In short - commercial heart rate monitors probably arn’t that accurate, so your 207 may not necessarily be correct.
mcrepsac how conditioned are you ?
I mean, for how long are you doing exercises regularly?
I´m asking because, when i started to do sprints ( and a better conditioned life ) my Heart Hate relaxed was around 75, now, couple of years after mine is under 60.
I would tend to agree with you there. I’ve tried 3 different HRM (2 different Polar models and 1 Timex). I noticed a 5% variance between the Polar and Timex.
To be honest, I really don’t pay that much attention to what the absolute value is. As long as I’m within a certain range during my workouts, I know what my physical effort is compared to my perceived effort. What may be a physical effort of 75% one day, may be 80% the next due to other external factors (i.e. insufficient recovery, weather, etc).
I started running again last spring after 17 years of inactivity. I got my HRM last fall, so I’m not sure what my resting HR was at the start. My resting HR now is normally around 55-58. I’m sure had I monitored it at the beginning, it would have probably been like yours.
One thing I have noticed is that some workouts I did last year where my avgHR was around 190, I can now do twice the volume with my avgHR around 180. The amount of time it takes me to recover between sets has also decreased substantially. I guess that means my fitness is improving. I’m not where I want to be as far as conditioning, but I’m getting there. 2 more years of steady training should get me there :).
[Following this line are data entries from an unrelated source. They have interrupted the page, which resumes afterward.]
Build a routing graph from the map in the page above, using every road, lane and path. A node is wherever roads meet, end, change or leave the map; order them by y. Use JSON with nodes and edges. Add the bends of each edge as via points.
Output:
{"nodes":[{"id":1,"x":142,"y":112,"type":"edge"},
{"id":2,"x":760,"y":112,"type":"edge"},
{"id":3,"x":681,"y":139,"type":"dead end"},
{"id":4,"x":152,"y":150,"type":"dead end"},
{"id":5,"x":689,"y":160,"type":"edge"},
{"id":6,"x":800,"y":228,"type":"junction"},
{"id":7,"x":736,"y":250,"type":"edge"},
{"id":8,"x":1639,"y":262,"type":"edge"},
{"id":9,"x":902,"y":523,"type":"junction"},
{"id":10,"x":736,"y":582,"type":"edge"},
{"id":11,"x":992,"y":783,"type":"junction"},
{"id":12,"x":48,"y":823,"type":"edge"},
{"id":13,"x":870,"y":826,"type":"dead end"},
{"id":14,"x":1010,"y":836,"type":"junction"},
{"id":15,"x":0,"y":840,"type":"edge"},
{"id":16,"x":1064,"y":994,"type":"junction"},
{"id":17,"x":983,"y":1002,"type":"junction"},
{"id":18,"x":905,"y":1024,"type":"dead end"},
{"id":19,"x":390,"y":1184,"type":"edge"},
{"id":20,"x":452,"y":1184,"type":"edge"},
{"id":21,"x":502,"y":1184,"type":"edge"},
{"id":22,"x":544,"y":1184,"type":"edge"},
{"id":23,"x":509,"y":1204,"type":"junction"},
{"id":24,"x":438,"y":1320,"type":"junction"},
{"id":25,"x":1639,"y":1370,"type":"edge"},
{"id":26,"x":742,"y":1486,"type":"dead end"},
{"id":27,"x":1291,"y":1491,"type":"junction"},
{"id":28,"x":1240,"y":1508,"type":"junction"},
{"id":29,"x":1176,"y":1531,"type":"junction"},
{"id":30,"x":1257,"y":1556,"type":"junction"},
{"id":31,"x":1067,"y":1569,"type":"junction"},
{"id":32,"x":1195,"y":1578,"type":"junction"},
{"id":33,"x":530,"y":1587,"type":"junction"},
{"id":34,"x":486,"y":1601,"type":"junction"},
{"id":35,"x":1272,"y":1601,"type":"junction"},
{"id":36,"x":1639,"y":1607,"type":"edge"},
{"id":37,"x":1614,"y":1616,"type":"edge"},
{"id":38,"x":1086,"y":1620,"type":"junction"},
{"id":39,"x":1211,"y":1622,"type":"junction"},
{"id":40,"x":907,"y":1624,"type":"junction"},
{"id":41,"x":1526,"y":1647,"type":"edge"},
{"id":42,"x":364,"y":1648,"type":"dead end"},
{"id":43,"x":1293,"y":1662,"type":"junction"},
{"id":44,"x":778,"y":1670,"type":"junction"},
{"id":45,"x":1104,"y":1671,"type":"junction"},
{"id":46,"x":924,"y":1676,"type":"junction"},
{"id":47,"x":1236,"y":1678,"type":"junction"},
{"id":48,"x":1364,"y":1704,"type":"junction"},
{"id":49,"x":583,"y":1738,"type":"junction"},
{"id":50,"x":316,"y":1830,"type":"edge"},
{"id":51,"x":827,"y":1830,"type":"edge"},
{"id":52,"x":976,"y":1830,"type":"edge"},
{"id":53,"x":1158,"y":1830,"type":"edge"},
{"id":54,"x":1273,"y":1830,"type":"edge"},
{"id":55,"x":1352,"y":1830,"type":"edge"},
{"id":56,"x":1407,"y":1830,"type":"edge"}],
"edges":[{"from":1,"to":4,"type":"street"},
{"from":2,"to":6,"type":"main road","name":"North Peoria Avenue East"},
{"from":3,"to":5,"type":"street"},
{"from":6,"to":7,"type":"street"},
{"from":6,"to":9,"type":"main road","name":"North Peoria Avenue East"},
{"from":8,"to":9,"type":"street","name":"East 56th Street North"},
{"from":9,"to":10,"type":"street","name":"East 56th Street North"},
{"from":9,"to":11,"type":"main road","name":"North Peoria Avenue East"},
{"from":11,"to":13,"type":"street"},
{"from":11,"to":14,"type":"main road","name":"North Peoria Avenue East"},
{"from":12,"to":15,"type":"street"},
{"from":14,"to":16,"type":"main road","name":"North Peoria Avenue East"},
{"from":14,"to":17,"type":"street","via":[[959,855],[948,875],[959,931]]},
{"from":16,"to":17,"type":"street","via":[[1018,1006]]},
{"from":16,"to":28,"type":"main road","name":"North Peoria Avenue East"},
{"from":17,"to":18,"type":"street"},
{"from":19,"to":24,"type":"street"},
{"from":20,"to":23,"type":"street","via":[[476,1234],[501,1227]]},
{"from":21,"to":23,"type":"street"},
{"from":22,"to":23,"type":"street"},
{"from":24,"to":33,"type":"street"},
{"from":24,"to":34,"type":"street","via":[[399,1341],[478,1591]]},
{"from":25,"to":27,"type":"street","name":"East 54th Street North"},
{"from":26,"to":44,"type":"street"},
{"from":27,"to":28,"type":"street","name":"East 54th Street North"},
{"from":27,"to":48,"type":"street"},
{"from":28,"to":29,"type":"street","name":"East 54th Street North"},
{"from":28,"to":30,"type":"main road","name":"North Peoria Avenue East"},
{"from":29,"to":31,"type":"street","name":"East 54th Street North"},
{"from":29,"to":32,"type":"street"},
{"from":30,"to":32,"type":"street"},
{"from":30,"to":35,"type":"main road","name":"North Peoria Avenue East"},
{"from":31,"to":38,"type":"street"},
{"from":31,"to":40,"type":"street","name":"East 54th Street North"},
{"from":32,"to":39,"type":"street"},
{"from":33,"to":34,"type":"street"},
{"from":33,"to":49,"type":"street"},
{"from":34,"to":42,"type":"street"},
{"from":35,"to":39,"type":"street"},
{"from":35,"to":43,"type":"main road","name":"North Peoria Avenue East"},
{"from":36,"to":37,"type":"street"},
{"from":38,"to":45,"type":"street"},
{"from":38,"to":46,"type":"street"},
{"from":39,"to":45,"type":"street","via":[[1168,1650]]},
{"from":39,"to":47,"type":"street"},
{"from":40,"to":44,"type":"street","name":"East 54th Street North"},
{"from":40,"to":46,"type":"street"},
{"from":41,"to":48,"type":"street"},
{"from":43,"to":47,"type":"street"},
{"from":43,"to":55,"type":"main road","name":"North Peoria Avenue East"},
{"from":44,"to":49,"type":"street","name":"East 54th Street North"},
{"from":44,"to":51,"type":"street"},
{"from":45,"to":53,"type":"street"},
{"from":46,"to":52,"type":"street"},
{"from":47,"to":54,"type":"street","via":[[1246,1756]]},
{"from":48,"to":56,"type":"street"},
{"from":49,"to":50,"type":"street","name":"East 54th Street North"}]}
Any blanket formula meant to apply to a large population has to be suspect, especially one that uses relative and arguably trivial factors, like age.
Everyone knows there is a massive exception to every “rule” in exercise science and physiology - “everyone’s different” - so why should such a simplified formula like 220-age be even remotely accurate? A rough guidline maybe, but I wouldn’t worry about it if you fall well outside the guidline.
The 220-age HRmax formula is almost as worthless as the BMI (Body Mass Index). According to the BMI, I am one of those rare overweight people with a six-pack :rolleyes: . I imagine half the sprinters on this forum are “obese” according to the BMI, and so is anyone else with any significant amount of lean body mass.